みずうみのそこふかく、ひかるさかながすんでいました。
おひさまのひかりからうまれたので、そのさかなはおよぐときは、まるでちいさなほうきぼしのようでした。

みずうみのきしには、かわせみがすんでいて、あみをはって、さかなをとってくらしていました。
あるひ、ひかるさかなが、あみにかかりました。
さかなはたのみました。
「にがしてくれれば、ねがいをかなえてあげます。」
・・・

静かな色調と、舞う雪がしみじみと美しい挿絵で、ヨーロッパに伝わる民話の世界へといざなってくれる絵本。
寒く厳しく、色の少ない冬景色の中で、願いが叶えられていく場面の、華やかな色調の変化に魅了されます。

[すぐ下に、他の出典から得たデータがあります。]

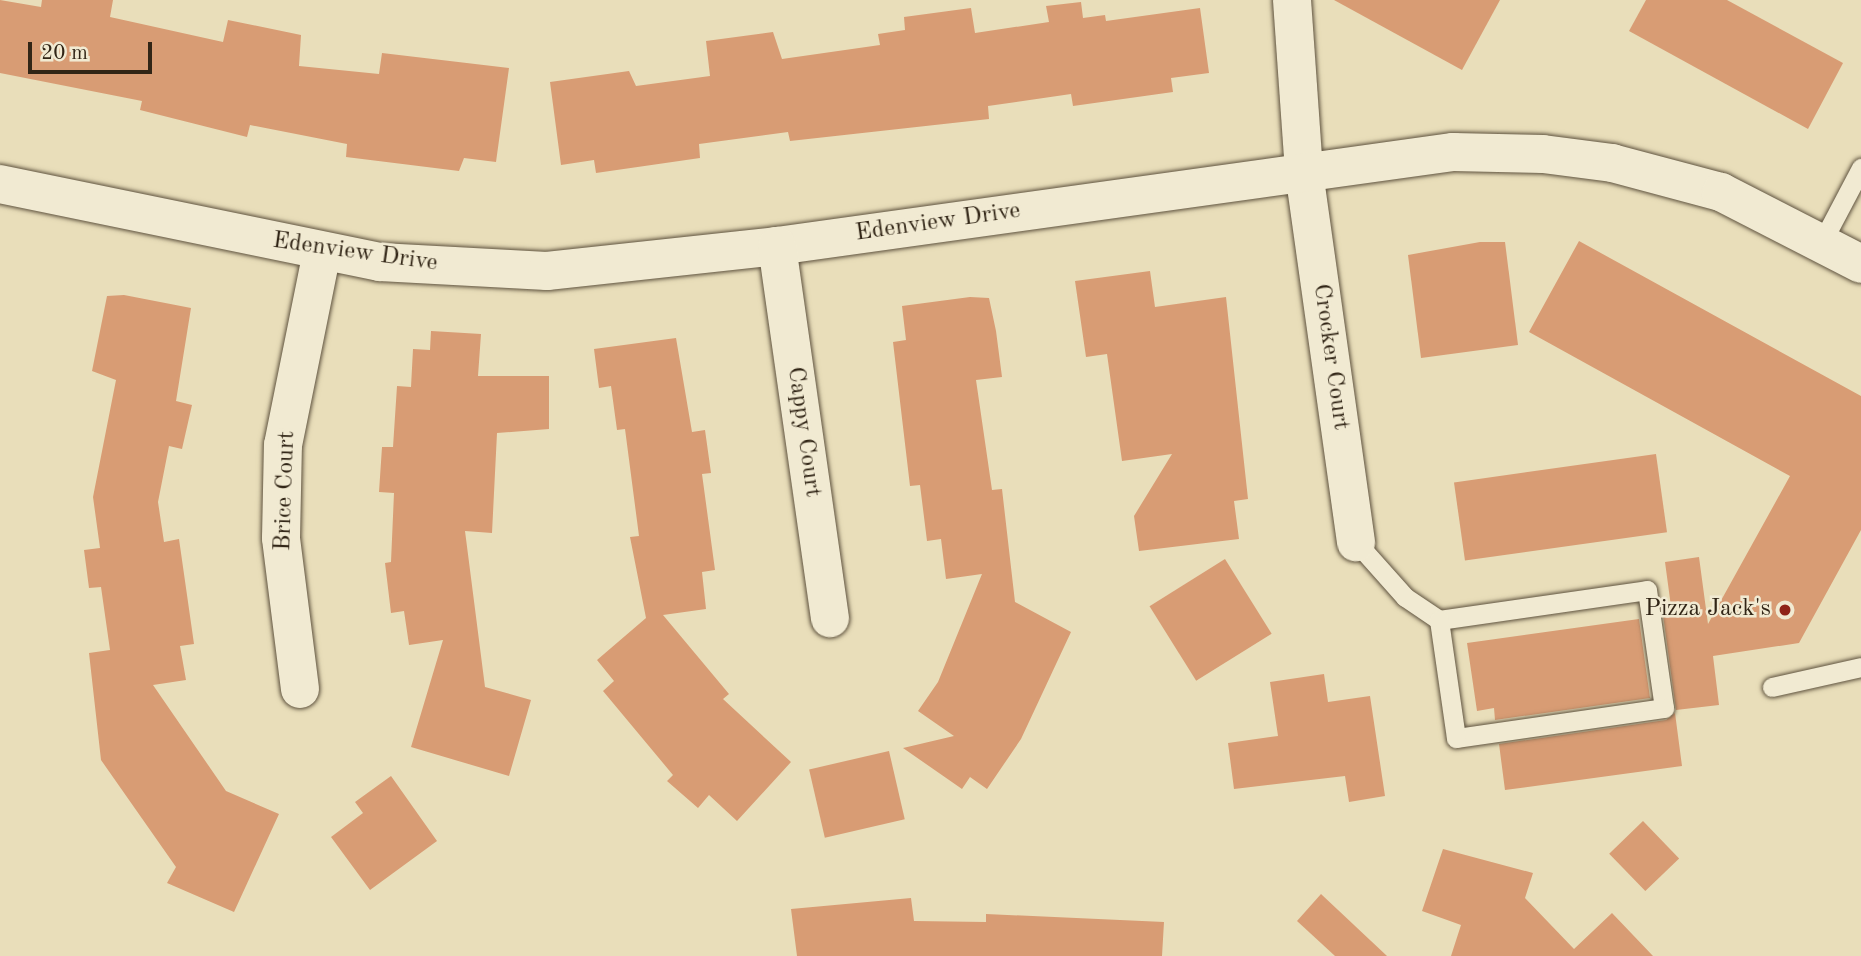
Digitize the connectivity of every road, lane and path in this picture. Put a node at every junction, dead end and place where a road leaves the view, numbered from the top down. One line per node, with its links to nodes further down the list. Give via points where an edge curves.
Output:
1 (1292, 0): 3 (street, Crocker Court)
2 (1861, 168): 5 (lane)
3 (1304, 172): 5 (street, Edenview Drive, via 1453,152 1612,163 1721,192); 6 (street, Edenview Drive); 9 (street, Crocker Court)
4 (0, 184): 7 (street, Edenview Drive)
5 (1822, 242): 8 (street, Edenview Drive)
6 (777, 246): 7 (street, Edenview Drive, via 547,271 380,262); 10 (street, Cappy Court)
7 (322, 253): 14 (street, Brice Court, via 284,445 281,538)
8 (1861, 264)
9 (1356, 542): 11 (lane, via 1405,597)
10 (830, 618)
11 (1439, 620): 11 (lane, via 1647,590 1664,708 1456,738)
12 (1861, 667): 13 (lane)
13 (1772, 687)
14 (300, 689)

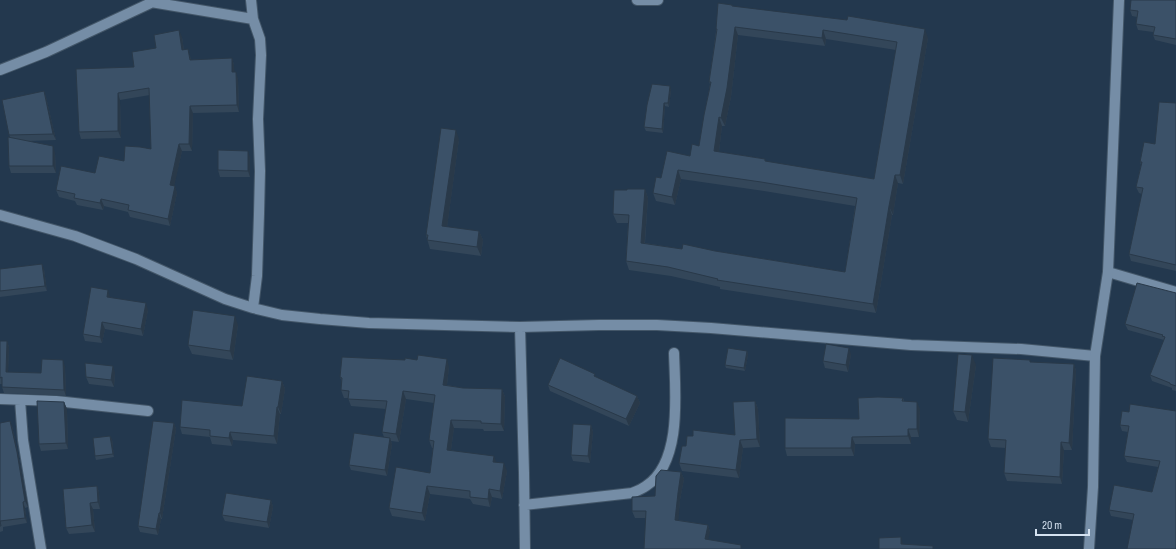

かわせみの、まんまるで大きな瞳や、すんなりのびたくちばしが印象的ですが、何より不思議な雰囲気なのは、その素朴な衣装・・・わらを束ねたような帽子に、蓑のようにも見えるマント、そして、そこだけ鮮やかにも思える、かわせみ色のネッカチーフ。
結末の場面で初めて見るきりっとした美しさには、自然のままで美しいかわせみへの、人々の敬意や憧れがにじみでているのかしら?・・・なんて、あれこれ考えたりもしました。

↑アマゾンでは、合本版絵本の情報がありました。
1981年とあります。

■いくつかの版について

学研ワールド絵本は、海外で活躍する作家の方たちの描きおろし作品で、日本の子どもたちのためのオリジナルという贅沢なシリーズ。現在も月刊絵本として出版されつづけています。

かつて出版された、「かわせみとまほうのさかな」の収録された絵本には、
1.サリー・シーダーさんの『ひをはくぺロゴンのおはなし』との合本版(豪華!)と、
2.『かわせみとまほうのさかな』のみ収録の絵本版
があるようです。
ちなみに、私物の『かわせみとまほうのさかな』のみの絵本は、フローラル<いちご版>で、1993年10月1日新訂1版発行とありました。このフローラル<いちご版>は、当時、全20巻、セット販売だったようです。
前述のサリー・シーダーさんの『ひをはくぺロゴンのおはなし』も、ヤン・クドラチェックさんのもう一つの作品『ちびむしちゃんのさんぽ』も、全20巻の中に収録されています。